Nets Don't Disclose Bill Clinton Confronted African-American

February 18th, 2008 9:17 AM

Update: Rush Reads From Item

Rush Limbaugh read the first two paras of this item during his first half-hour today, citing "our buddies at NewsBusters." Thanks, Rush! Audio here.

If a supremely prominent Republican who was John McCain's chief surrogate had gotten into an angry confrontation at a campaign event, do you think the broadcast networks would have promptly let us know his interlocutor was African-American?

I do. But none of the broadcast network's morning news shows, at least during this morning's crucial first half-hour, disclosed the African-American identity of the man with whom Bill Clinton got into just such an argument yesterday in Ohio.

Not a word of any incident whatsoever at GMA or the Early Show, at least during the first half-hour. Today did mention that Clinton "showed his temper . . . after an Obama supporter tried to disrupt his speech in Canton," but nothing about the man's identity.

View video here.

I learned the identity of the man, Robert Holeman [shown here illustrating how Pres. Clinton allegedly gave him a little "pop" in the face], by watching today's Morning Joe. MSNBC is of course part of the NBC News operation. But the cable show's audience is a small fraction of its broadcast parent's.

View video here.

JOE SCARBOROUGH: Last night I got an email from one of our embeds saying that Bill Clinton was wagging his finger, poked his finger, actually hit a guy, and then we got an email an hour or two later saying he was shouting at a pro-life [inaudible] --

WILLIE GEIST: This is the first incident here; this is just video, you can see, he's in Canton, Ohio. Apparently during his speech where he was campaigning for his wife there was this person, a pro-Obama person, sort of heckling him during the speech. He got up in the guy's face there on the rope line.
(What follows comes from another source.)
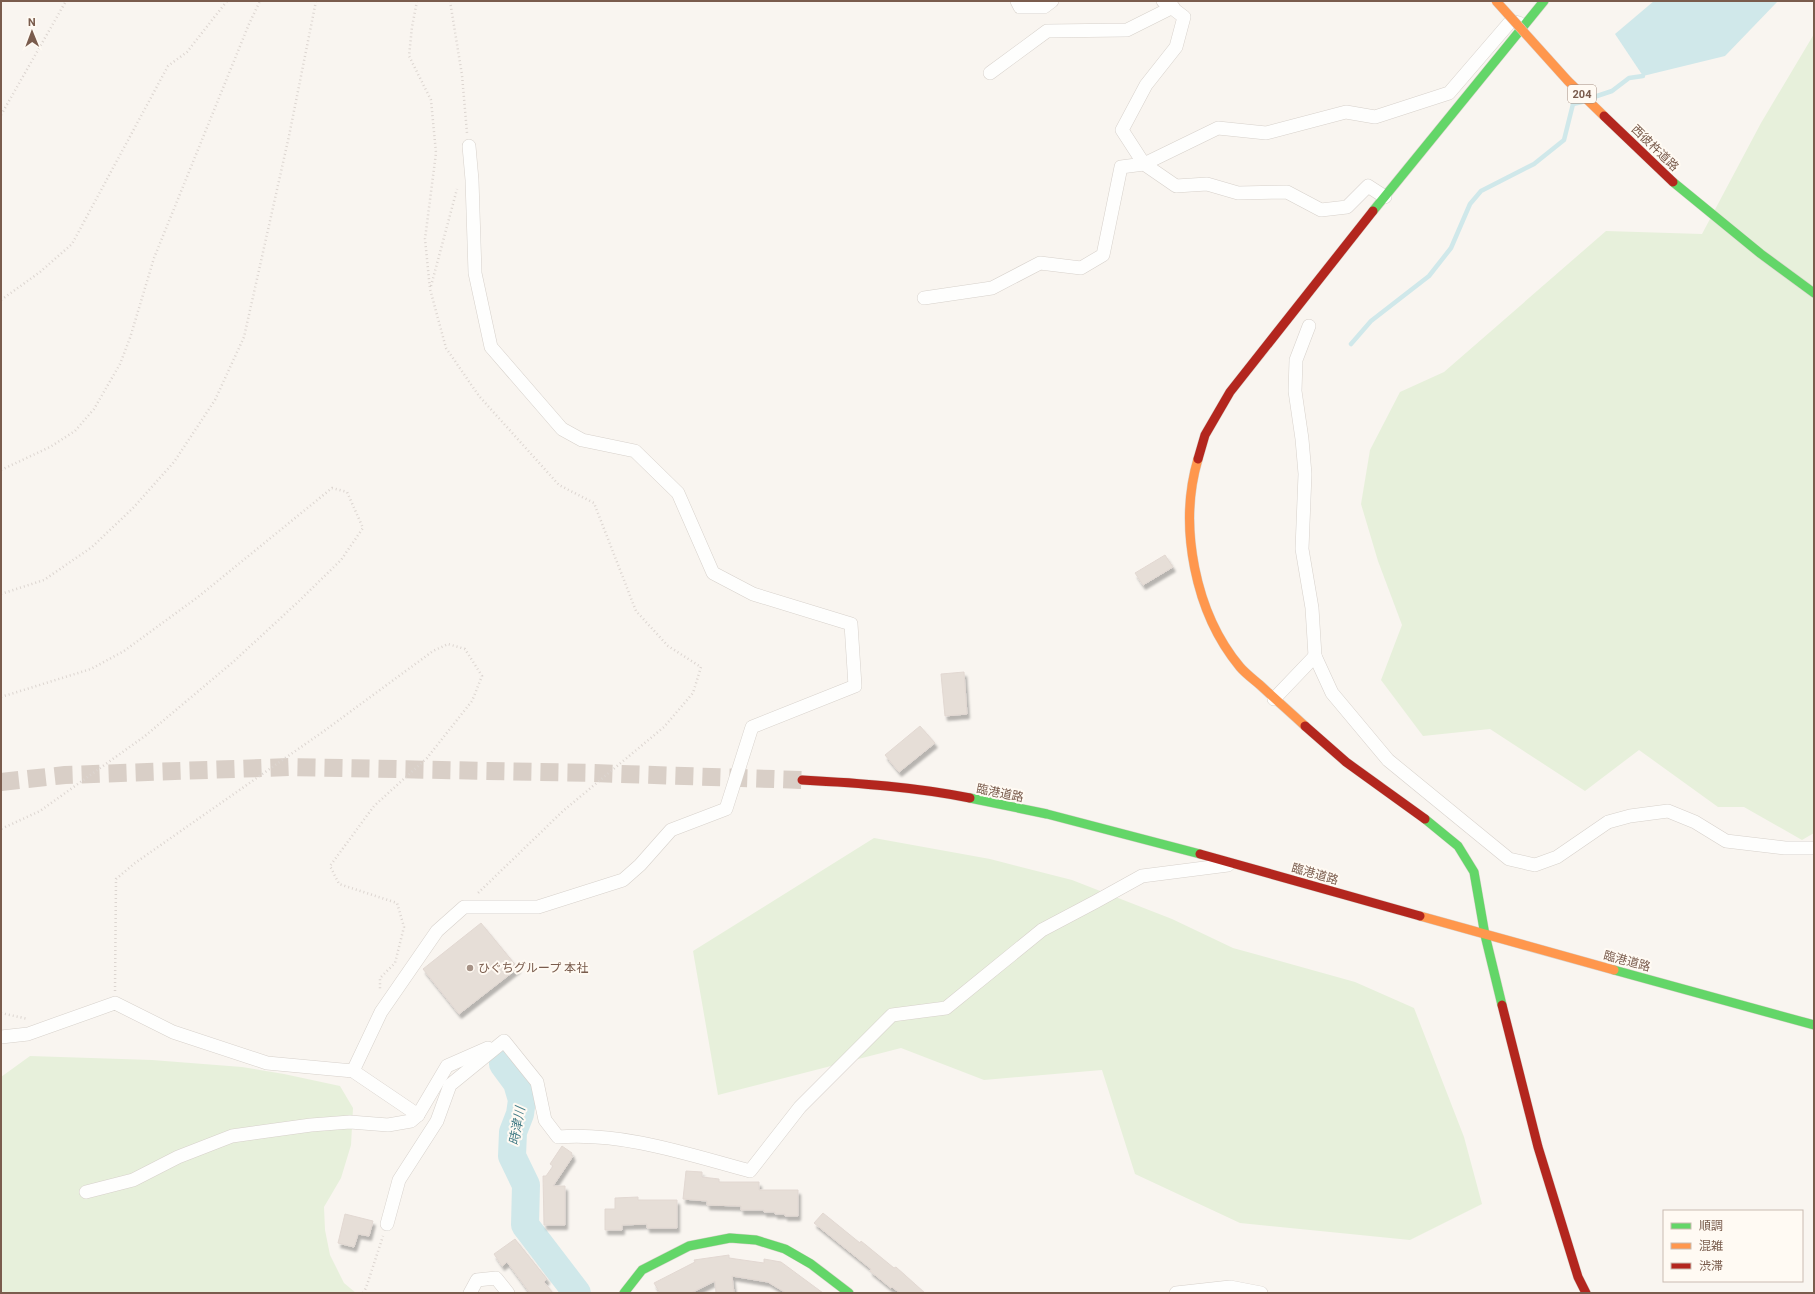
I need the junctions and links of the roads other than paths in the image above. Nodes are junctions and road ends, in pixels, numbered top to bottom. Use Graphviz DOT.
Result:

SCARBOROUGH: Look how close he is to the guy's face!

Mika Brzezinski rode to Bill's defense.

MIKA BRZEZINSKI: Maybe he's talking to him!
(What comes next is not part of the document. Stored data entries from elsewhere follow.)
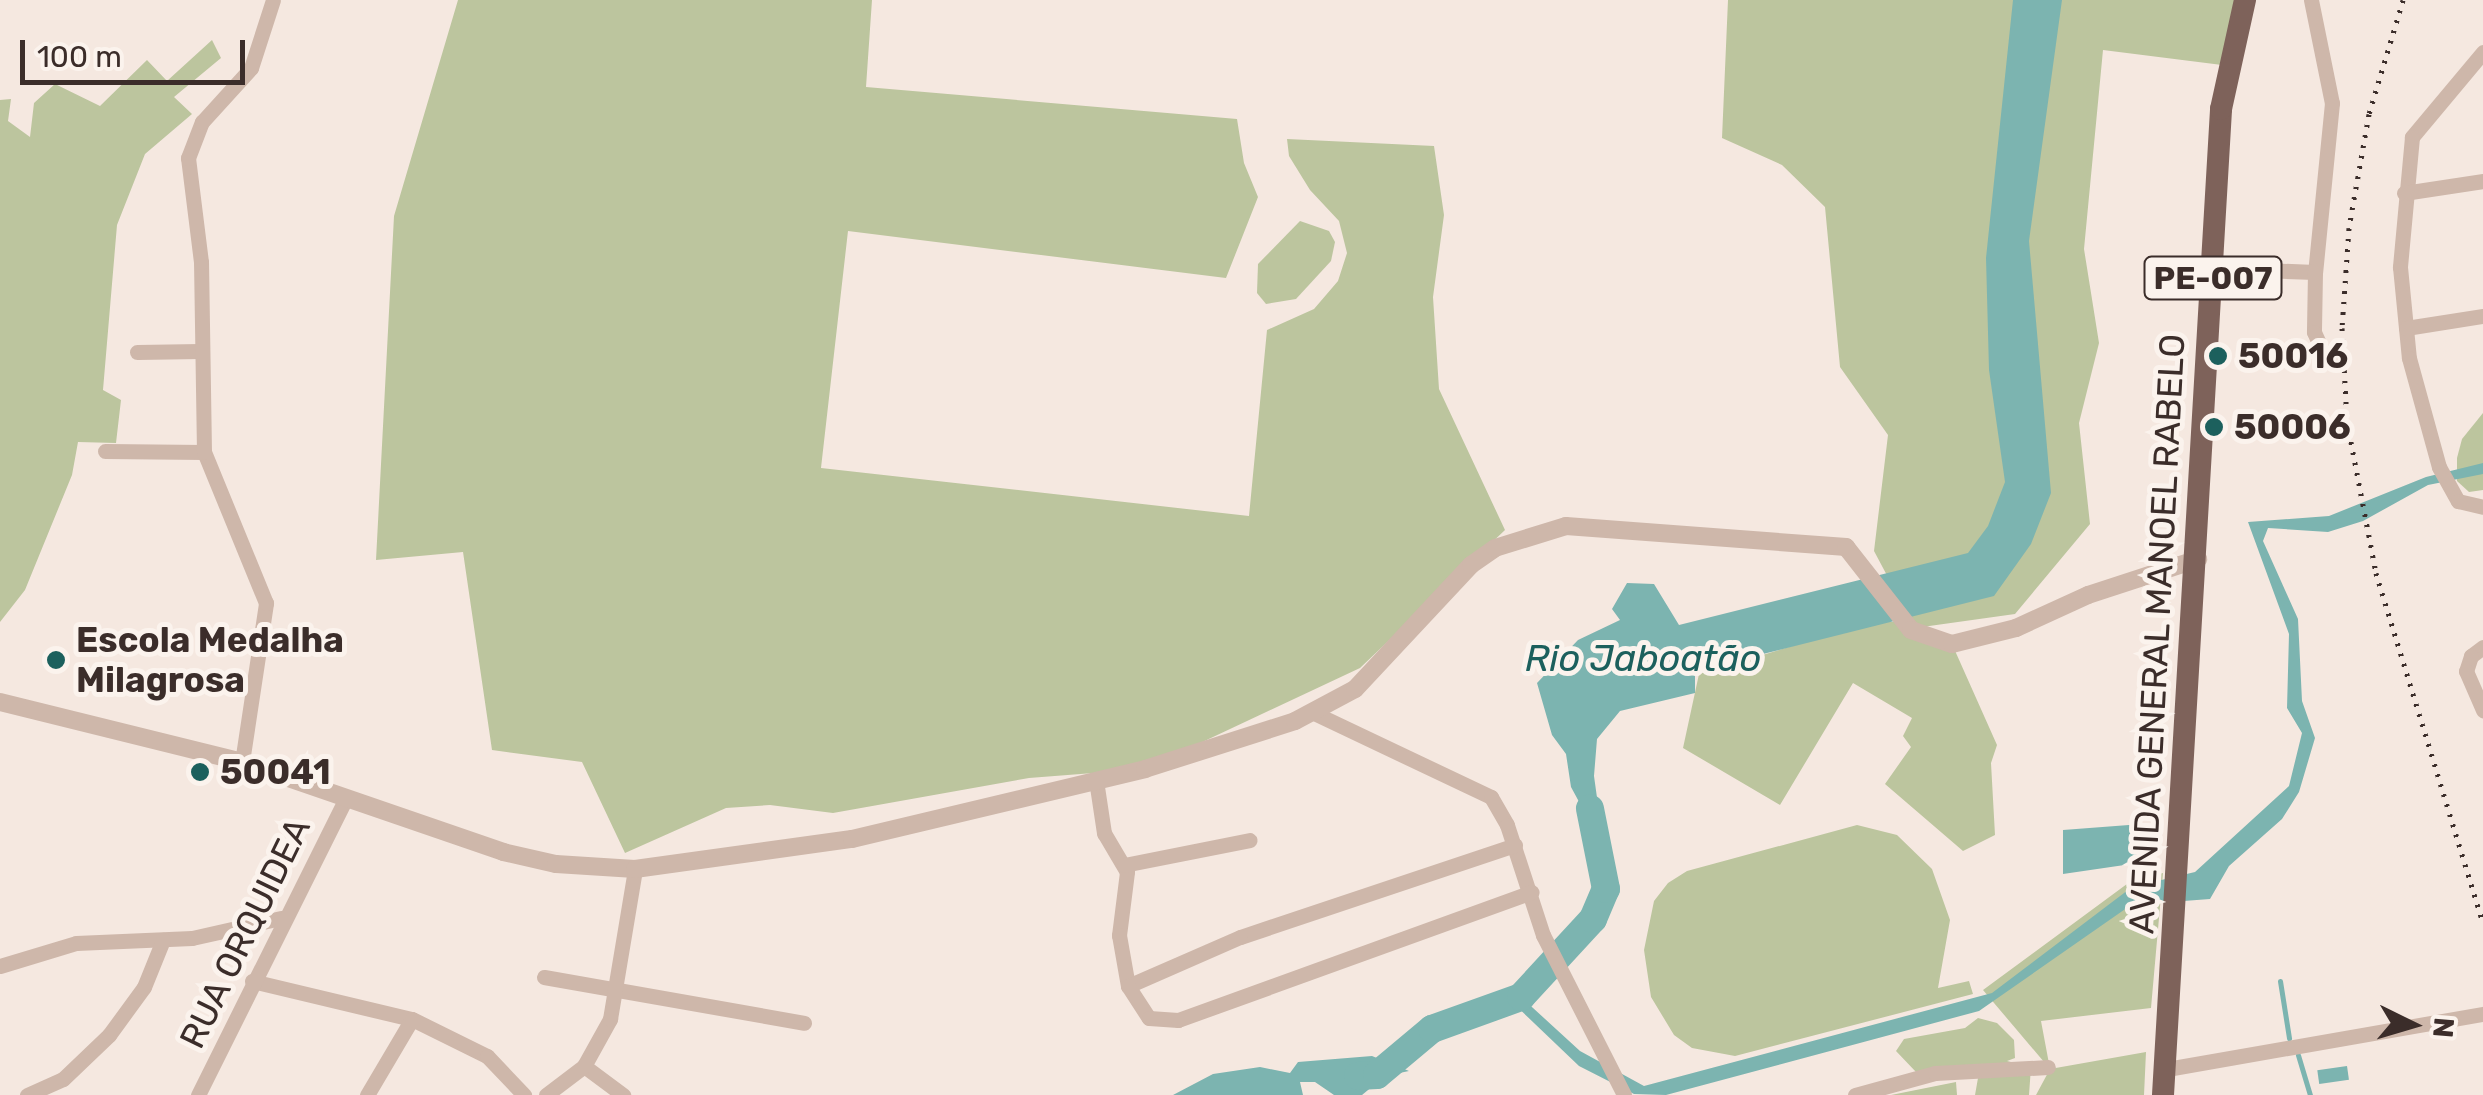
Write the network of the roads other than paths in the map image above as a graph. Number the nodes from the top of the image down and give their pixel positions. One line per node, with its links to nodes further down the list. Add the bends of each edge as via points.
1 (274, 0): 11 (street, via 251,68 202,122 188,158 201,262)
2 (2245, 0): 7 (main road, AVENIDA GENERAL MANOEL RABELO / PE-007, via 2222,110)
3 (2311, 0): 8 (street, via 2332,103)
4 (2483, 52): 6 (street, via 2412,136)
5 (2483, 182): 6 (street)
6 (2404, 193): 10 (street, via 2400,267)
7 (2214, 268): 8 (street); 17 (main road, AVENIDA GENERAL MANOEL RABELO / PE-007)
8 (2315, 272): 13 (street, via 2314,332)
9 (2483, 316): 10 (street)
10 (2406, 328): 16 (street, via 2446,485 2458,501)
11 (200, 351): 12 (street); 15 (street)
12 (138, 352)
13 (2326, 359)
14 (105, 451): 15 (street)
15 (204, 452): 22 (street, via 266,603)
16 (2483, 507)
17 (2198, 559): 21 (street, via 1952,644 1904,622 1846,546 1617,526 1529,534 1471,565 1381,666); 42 (main road, AVENIDA GENERAL MANOEL RABELO / PE-007)
18 (2483, 647): 20 (street, via 2470,656 2466,671)
19 (0, 702): 22 (street)
20 (2483, 710)
21 (1314, 714): 23 (street); 26 (street, via 1476,785 1500,809)
22 (242, 762): 24 (street)
23 (1096, 780): 27 (street, via 1104,833); 28 (street, via 798,850)
24 (346, 798): 28 (street, via 503,852 556,864); 30 (street, RUA ORQUIDEA)
25 (1250, 840): 27 (street)
26 (1515, 844): 29 (street); 35 (street, via 1224,944)
27 (1124, 865): 35 (street, via 1119,935)
28 (636, 869): 36 (street)
29 (1532, 892): 35 (street, via 1178,1020 1149,1018); 49 (street, via 1543,935)
30 (281, 918): 31 (street); 34 (street, RUA ORQUIDEA)
31 (163, 940): 32 (street, via 76,943); 43 (street, via 144,987 109,1035 64,1079)
32 (0, 966)
33 (544, 977): 36 (street)
34 (252, 980): 38 (street); 44 (street, RUA ORQUIDEA)
35 (1128, 986)
36 (618, 991): 39 (street); 40 (street)
37 (2483, 1014): 42 (street)
38 (412, 1020): 45 (street); 46 (street, via 486,1056)
39 (804, 1023)
40 (584, 1066): 47 (street); 48 (street)
41 (2048, 1067): 50 (street, via 1935,1073)
42 (2167, 1069): 51 (main road, AVENIDA GENERAL MANOEL RABELO / PE-007)
43 (27, 1095)
44 (198, 1095)
45 (367, 1095)
46 (524, 1095)
47 (546, 1095)
48 (623, 1095)
49 (1624, 1095)
50 (1855, 1095)
51 (2163, 1095)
GEIST: There's the [finger] point, there's the Clinton point.

BRZEZINSKI: I don't get the issue.

GEIST: Now as far as whether or not he made physical contact, it doesn't appear there's a whole lot of evidence that that actually happened, the guy says "I think he might have hit me in the face." Let's listen to the man's account of his confrontation with Bill Clinton.

Cut to clip of Robert Holeman.

ROBERT HOLEMAN: The president became very angry, he was very irate. And this is what I could see: they're about to lose. When you're losing you become almost uncontrollable; you're not able to talk clearly or illustrate your -- so all this name-calling, it's like the bully in the yard, he can't have his way, he can't get nothing done. He got very heated, I think he even hit me in the face with his hand, to back me up a little bit, but I, I, the Secret Service got him off me real quick. I noticed that! But he did give me a little pop. That was OK because I understand his tenacity for his wife.

Joe Scarborough got off the line of the morning.

SCARBOROUGH: I thought the Secret Service was supposed to protect people from striking the president! In this case the gentleman says the Secret Service pulled the president off [him].

So again: same set of facts, but in Pres. Clinton's place, a very prominent Republican backer of John McCain. What are the odds none of the broadcast-network morning news shows reveal the interlocutor's African-American identity?